-- TASK MATERIAL follows --
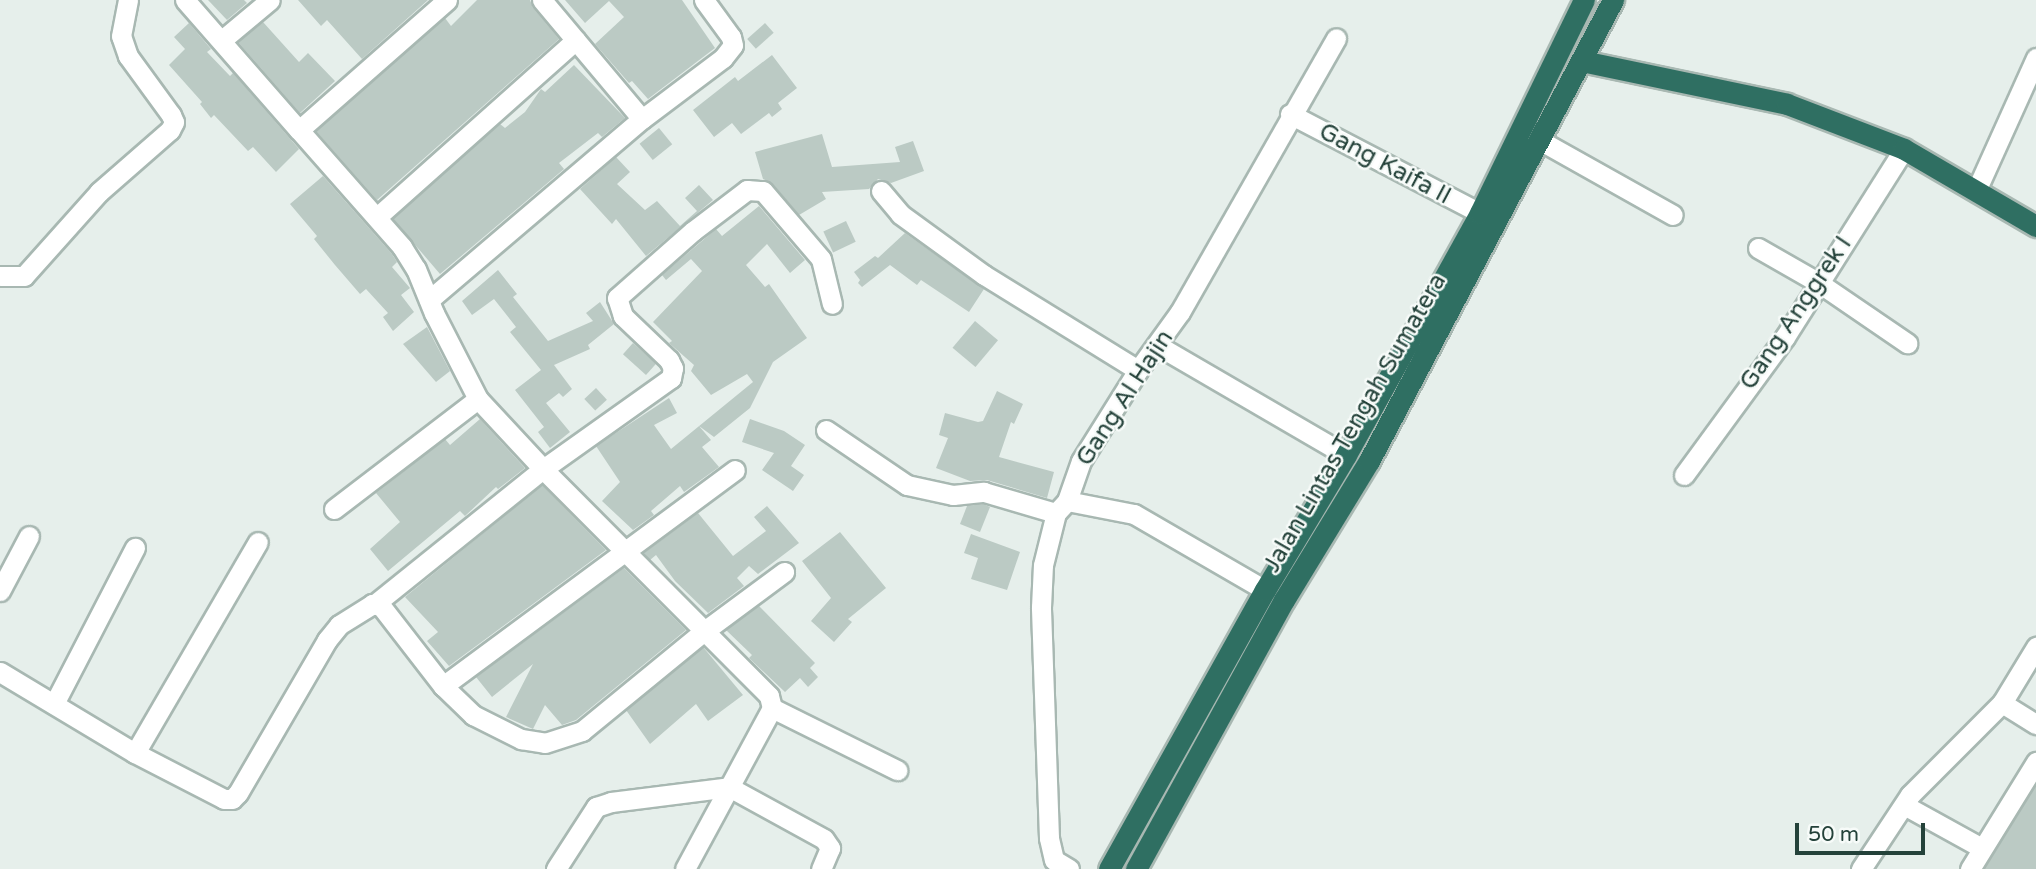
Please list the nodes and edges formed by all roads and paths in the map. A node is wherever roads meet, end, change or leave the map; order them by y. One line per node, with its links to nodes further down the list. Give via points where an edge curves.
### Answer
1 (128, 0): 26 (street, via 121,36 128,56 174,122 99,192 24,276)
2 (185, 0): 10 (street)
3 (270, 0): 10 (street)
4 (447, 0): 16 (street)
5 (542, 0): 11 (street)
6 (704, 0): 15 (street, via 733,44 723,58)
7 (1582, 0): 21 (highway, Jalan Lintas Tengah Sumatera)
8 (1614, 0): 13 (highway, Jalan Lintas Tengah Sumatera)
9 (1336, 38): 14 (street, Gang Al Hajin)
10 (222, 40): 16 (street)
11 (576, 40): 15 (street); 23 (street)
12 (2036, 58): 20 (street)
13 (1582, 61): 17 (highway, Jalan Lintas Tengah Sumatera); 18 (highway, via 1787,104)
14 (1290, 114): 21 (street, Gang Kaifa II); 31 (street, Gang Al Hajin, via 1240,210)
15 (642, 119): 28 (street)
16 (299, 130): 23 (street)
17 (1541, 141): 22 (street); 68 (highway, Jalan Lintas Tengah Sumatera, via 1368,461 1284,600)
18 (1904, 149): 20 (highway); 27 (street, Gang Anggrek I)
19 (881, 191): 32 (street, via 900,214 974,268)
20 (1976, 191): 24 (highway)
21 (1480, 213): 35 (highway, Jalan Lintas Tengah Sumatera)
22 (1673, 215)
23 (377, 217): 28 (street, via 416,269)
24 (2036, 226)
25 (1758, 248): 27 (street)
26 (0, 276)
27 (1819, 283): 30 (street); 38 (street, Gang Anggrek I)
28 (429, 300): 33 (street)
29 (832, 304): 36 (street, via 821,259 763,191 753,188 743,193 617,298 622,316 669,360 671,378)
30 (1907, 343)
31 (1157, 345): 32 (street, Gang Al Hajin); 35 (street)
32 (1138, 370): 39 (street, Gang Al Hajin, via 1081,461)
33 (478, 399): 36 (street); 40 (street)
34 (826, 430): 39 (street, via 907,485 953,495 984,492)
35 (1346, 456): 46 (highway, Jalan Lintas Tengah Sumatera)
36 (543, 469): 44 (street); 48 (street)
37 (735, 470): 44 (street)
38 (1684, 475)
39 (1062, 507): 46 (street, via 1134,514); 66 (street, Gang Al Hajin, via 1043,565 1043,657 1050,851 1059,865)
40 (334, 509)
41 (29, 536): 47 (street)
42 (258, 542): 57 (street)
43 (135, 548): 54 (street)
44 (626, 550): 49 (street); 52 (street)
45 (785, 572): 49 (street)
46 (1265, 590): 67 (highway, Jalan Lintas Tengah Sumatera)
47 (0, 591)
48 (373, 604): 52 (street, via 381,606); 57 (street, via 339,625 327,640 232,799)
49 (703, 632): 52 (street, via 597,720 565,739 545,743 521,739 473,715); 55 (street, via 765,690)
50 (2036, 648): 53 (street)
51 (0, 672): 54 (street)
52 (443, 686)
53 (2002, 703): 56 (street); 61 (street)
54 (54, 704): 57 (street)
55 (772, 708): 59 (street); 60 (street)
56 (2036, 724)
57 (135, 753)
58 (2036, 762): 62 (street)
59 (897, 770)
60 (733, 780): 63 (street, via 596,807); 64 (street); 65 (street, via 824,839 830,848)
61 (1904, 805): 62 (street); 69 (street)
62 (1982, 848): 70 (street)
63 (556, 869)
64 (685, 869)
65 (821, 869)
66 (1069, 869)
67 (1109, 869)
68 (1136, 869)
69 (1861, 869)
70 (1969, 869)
-- TASK MATERIAL concluded --
ASSIGNED TASK: Please set down every line of the data above precisely, dropping the images.

RESULT BELOW:
Please list the nodes and edges formed by all roads and paths in the map. A node is wherever roads meet, end, change or leave the map; order them by y. One line per node, with its links to nodes further down the list. Give via points where an edge curves.
### Answer
1 (128, 0): 26 (street, via 121,36 128,56 174,122 99,192 24,276)
2 (185, 0): 10 (street)
3 (270, 0): 10 (street)
4 (447, 0): 16 (street)
5 (542, 0): 11 (street)
6 (704, 0): 15 (street, via 733,44 723,58)
7 (1582, 0): 21 (highway, Jalan Lintas Tengah Sumatera)
8 (1614, 0): 13 (highway, Jalan Lintas Tengah Sumatera)
9 (1336, 38): 14 (street, Gang Al Hajin)
10 (222, 40): 16 (street)
11 (576, 40): 15 (street); 23 (street)
12 (2036, 58): 20 (street)
13 (1582, 61): 17 (highway, Jalan Lintas Tengah Sumatera); 18 (highway, via 1787,104)
14 (1290, 114): 21 (street, Gang Kaifa II); 31 (street, Gang Al Hajin, via 1240,210)
15 (642, 119): 28 (street)
16 (299, 130): 23 (street)
17 (1541, 141): 22 (street); 68 (highway, Jalan Lintas Tengah Sumatera, via 1368,461 1284,600)
18 (1904, 149): 20 (highway); 27 (street, Gang Anggrek I)
19 (881, 191): 32 (street, via 900,214 974,268)
20 (1976, 191): 24 (highway)
21 (1480, 213): 35 (highway, Jalan Lintas Tengah Sumatera)
22 (1673, 215)
23 (377, 217): 28 (street, via 416,269)
24 (2036, 226)
25 (1758, 248): 27 (street)
26 (0, 276)
27 (1819, 283): 30 (street); 38 (street, Gang Anggrek I)
28 (429, 300): 33 (street)
29 (832, 304): 36 (street, via 821,259 763,191 753,188 743,193 617,298 622,316 669,360 671,378)
30 (1907, 343)
31 (1157, 345): 32 (street, Gang Al Hajin); 35 (street)
32 (1138, 370): 39 (street, Gang Al Hajin, via 1081,461)
33 (478, 399): 36 (street); 40 (street)
34 (826, 430): 39 (street, via 907,485 953,495 984,492)
35 (1346, 456): 46 (highway, Jalan Lintas Tengah Sumatera)
36 (543, 469): 44 (street); 48 (street)
37 (735, 470): 44 (street)
38 (1684, 475)
39 (1062, 507): 46 (street, via 1134,514); 66 (street, Gang Al Hajin, via 1043,565 1043,657 1050,851 1059,865)
40 (334, 509)
41 (29, 536): 47 (street)
42 (258, 542): 57 (street)
43 (135, 548): 54 (street)
44 (626, 550): 49 (street); 52 (street)
45 (785, 572): 49 (street)
46 (1265, 590): 67 (highway, Jalan Lintas Tengah Sumatera)
47 (0, 591)
48 (373, 604): 52 (street, via 381,606); 57 (street, via 339,625 327,640 232,799)
49 (703, 632): 52 (street, via 597,720 565,739 545,743 521,739 473,715); 55 (street, via 765,690)
50 (2036, 648): 53 (street)
51 (0, 672): 54 (street)
52 (443, 686)
53 (2002, 703): 56 (street); 61 (street)
54 (54, 704): 57 (street)
55 (772, 708): 59 (street); 60 (street)
56 (2036, 724)
57 (135, 753)
58 (2036, 762): 62 (street)
59 (897, 770)
60 (733, 780): 63 (street, via 596,807); 64 (street); 65 (street, via 824,839 830,848)
61 (1904, 805): 62 (street); 69 (street)
62 (1982, 848): 70 (street)
63 (556, 869)
64 (685, 869)
65 (821, 869)
66 (1069, 869)
67 (1109, 869)
68 (1136, 869)
69 (1861, 869)
70 (1969, 869)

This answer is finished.